- Directions for this task:
In the entries below, count every line with the word "paths". Return only the count.

Dataset items
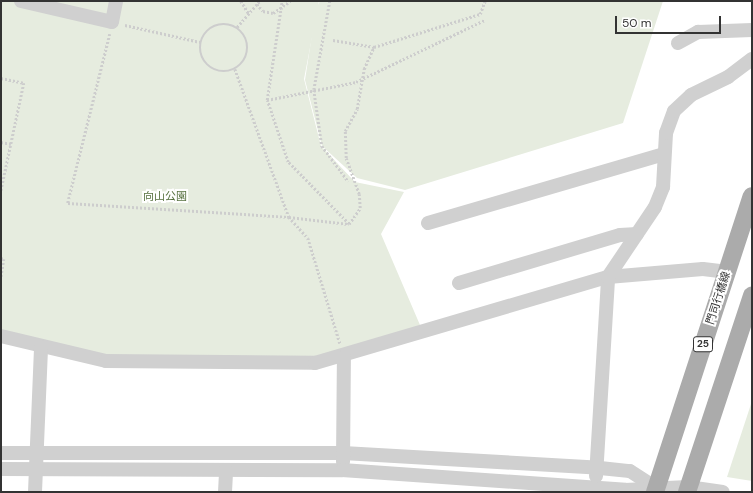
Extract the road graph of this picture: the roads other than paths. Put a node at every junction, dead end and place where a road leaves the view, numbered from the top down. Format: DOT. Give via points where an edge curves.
graph roads {
  1 [pos="21,1"];
  2 [pos="116,1"];
  3 [pos="752,30"];
  4 [pos="678,43"];
  5 [pos="752,59"];
  6 [pos="664,154"];
  7 [pos="752,196"];
  8 [pos="428,224"];
  9 [pos="637,234"];
  10 [pos="726,272"];
  11 [pos="608,277"];
  12 [pos="459,283"];
  13 [pos="752,296"];
  14 [pos="1,336"];
  15 [pos="41,347"];
  16 [pos="344,357"];
  17 [pos="1,453"];
  18 [pos="35,453"];
  19 [pos="342,453"];
  20 [pos="34,468"];
  21 [pos="600,468"];
  22 [pos="1,469"];
  23 [pos="226,470"];
  24 [pos="342,470"];
  25 [pos="593,485"];
  26 [pos="656,490"];
  27 [pos="687,490"];
  28 [pos="35,492"];
  29 [pos="225,492"];
  30 [pos="723,492"];
  1 -- 2 [label="street" via="112,22"];
  3 -- 4 [label="street" via="698,32"];
  5 -- 6 [label="street" via="728,77 691,95 674,111 666,133"];
  6 -- 8 [label="street"];
  6 -- 9 [label="street" via="663,187 655,207"];
  7 -- 10 [label="main road, 門司行橋線 / 25"];
  9 -- 11 [label="street"];
  9 -- 12 [label="street" via="620,235"];
  10 -- 11 [label="street" via="703,270"];
  10 -- 26 [label="main road, 門司行橋線 / 25"];
  11 -- 16 [label="street"];
  11 -- 21 [label="street"];
  13 -- 27 [label="main road"];
  14 -- 15 [label="street"];
  15 -- 16 [label="street" via="106,361 315,363"];
  15 -- 18 [label="street"];
  16 -- 19 [label="street"];
  17 -- 18 [label="street"];
  18 -- 19 [label="street"];
  18 -- 20 [label="street"];
  19 -- 21 [label="street"];
  19 -- 24 [label="street"];
  20 -- 22 [label="street"];
  20 -- 23 [label="street"];
  20 -- 28 [label="street"];
  21 -- 25 [label="street"];
  21 -- 26 [label="street" via="630,471"];
  23 -- 24 [label="street"];
  23 -- 29 [label="street"];
  24 -- 25 [label="street"];
  25 -- 26 [label="street" via="625,490"];
  26 -- 27 [label="street"];
  27 -- 30 [label="street"];
}
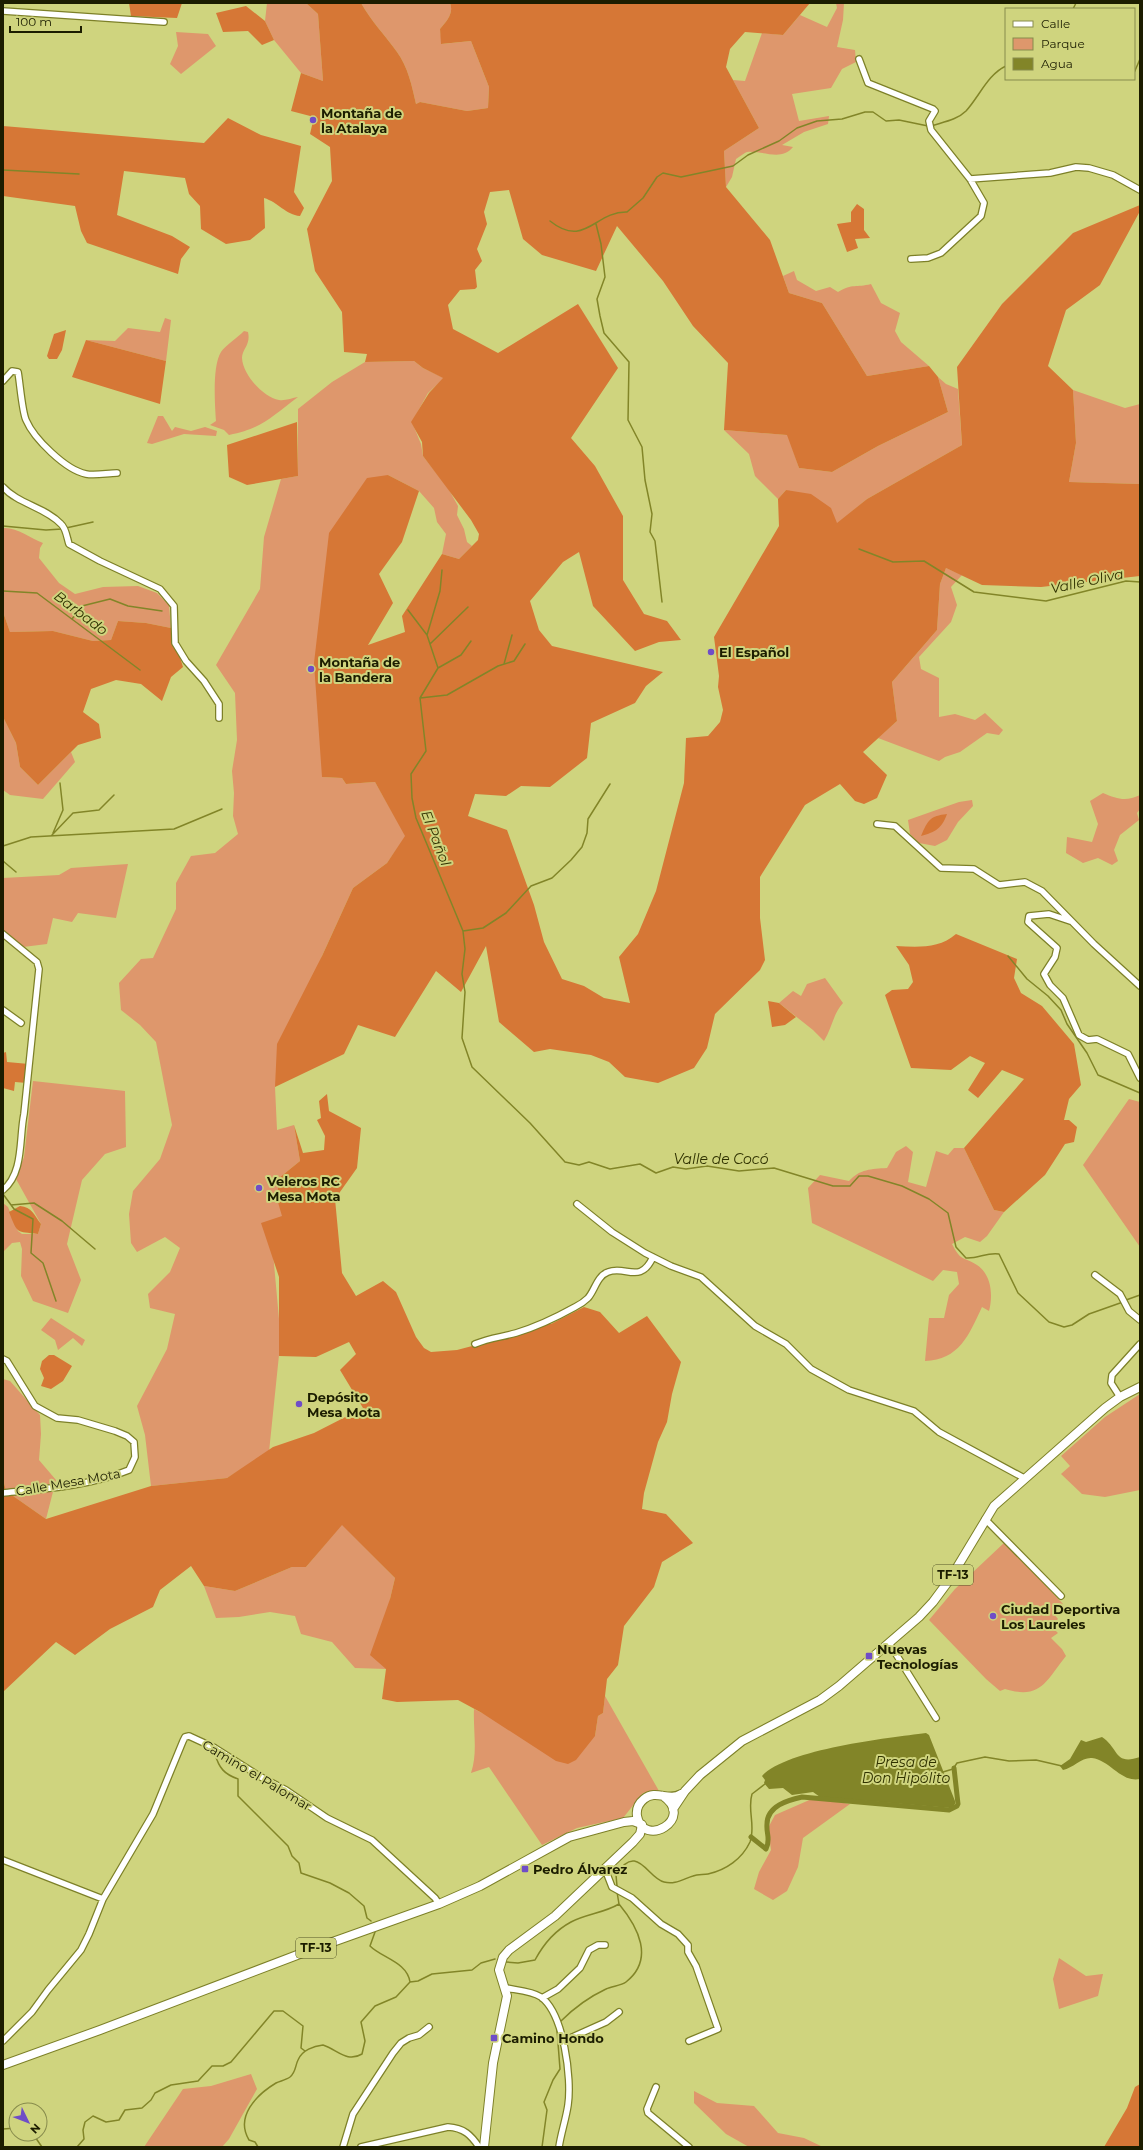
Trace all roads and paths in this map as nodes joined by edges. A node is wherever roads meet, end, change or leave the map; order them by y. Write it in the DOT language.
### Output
graph roads {
  1 [pos="3,11"];
  2 [pos="164,22"];
  3 [pos="859,59"];
  4 [pos="970,179"];
  5 [pos="1140,190"];
  6 [pos="911,259"];
  7 [pos="3,381"];
  8 [pos="117,473"];
  9 [pos="3,487"];
  10 [pos="219,718"];
  11 [pos="876,824"];
  12 [pos="1073,922"];
  13 [pos="3,934"];
  14 [pos="1140,986"];
  15 [pos="3,1010"];
  16 [pos="21,1024"];
  17 [pos="1140,1078"];
  18 [pos="3,1190"];
  19 [pos="577,1204"];
  20 [pos="653,1257"];
  21 [pos="1095,1275"];
  22 [pos="1140,1320"];
  23 [pos="475,1344"];
  24 [pos="1140,1344"];
  25 [pos="3,1359"];
  26 [pos="1140,1387"];
  27 [pos="1120,1397"];
  28 [pos="1024,1478"];
  29 [pos="3,1493"];
  30 [pos="985,1519"];
  31 [pos="1061,1596"];
  32 [pos="889,1643"];
  33 [pos="936,1718"];
  34 [pos="685,1792"];
  35 [pos="663,1796"];
  36 [pos="673,1809"];
  37 [pos="637,1812"];
  38 [pos="624,1822"];
  39 [pos="641,1824"];
  40 [pos="652,1831"];
  41 [pos="633,1842"];
  42 [pos="3,1860"];
  43 [pos="605,1869"];
  44 [pos="103,1899"];
  45 [pos="439,1904"];
  46 [pos="606,1945"];
  47 [pos="506,1988"];
  48 [pos="542,1998"];
  49 [pos="619,2012"];
  50 [pos="429,2027"];
  51 [pos="563,2039"];
  52 [pos="3,2041"];
  53 [pos="689,2041"];
  54 [pos="3,2065"];
  55 [pos="656,2087"];
  56 [pos="344,2147"];
  57 [pos="361,2147"];
  58 [pos="479,2147"];
  59 [pos="484,2147"];
  60 [pos="559,2147"];
  61 [pos="689,2147"];
  1 -- 2 [label="street"];
  3 -- 4 [label="street"];
  4 -- 5 [label="street"];
  4 -- 6 [label="street"];
  7 -- 8 [label="street"];
  9 -- 10 [label="street"];
  11 -- 12 [label="street"];
  12 -- 14 [label="street"];
  12 -- 17 [label="street"];
  13 -- 18 [label="street"];
  15 -- 16 [label="street"];
  19 -- 20 [label="street"];
  20 -- 23 [label="street"];
  20 -- 28 [label="street"];
  21 -- 22 [label="street"];
  24 -- 27 [label="street"];
  25 -- 29 [label="street, Calle Mesa Mota"];
  26 -- 27 [label="main road, TF-13"];
  27 -- 28 [label="main road, TF-13"];
  28 -- 30 [label="main road, TF-13"];
  30 -- 31 [label="street"];
  30 -- 32 [label="main road, TF-13"];
  32 -- 33 [label="street"];
  32 -- 34 [label="main road, TF-13"];
  34 -- 35 [label="main road, TF-13"];
  34 -- 36 [label="main road, TF-13"];
  35 -- 36 [label="main road"];
  35 -- 37 [label="main road, TF-13"];
  36 -- 40 [label="main road, TF-13"];
  37 -- 38 [label="main road, TF-13"];
  37 -- 39 [label="main road"];
  38 -- 39 [label="main road, TF-13"];
  38 -- 45 [label="main road, TF-13"];
  39 -- 40 [label="main road, TF-13"];
  39 -- 41 [label="main road"];
  40 -- 41 [label="main road"];
  41 -- 43 [label="main road"];
  42 -- 44 [label="street"];
  43 -- 47 [label="main road"];
  43 -- 53 [label="street"];
  44 -- 45 [label="street, Camino el Palomar"];
  44 -- 52 [label="street, Camino el Palomar"];
  45 -- 54 [label="main road, TF-13"];
  46 -- 48 [label="street"];
  47 -- 48 [label="street"];
  47 -- 59 [label="main road"];
  48 -- 51 [label="street"];
  49 -- 51 [label="street"];
  50 -- 56 [label="street"];
  51 -- 60 [label="street"];
  55 -- 61 [label="street"];
  57 -- 58 [label="street"];
}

- Reply to the task:
2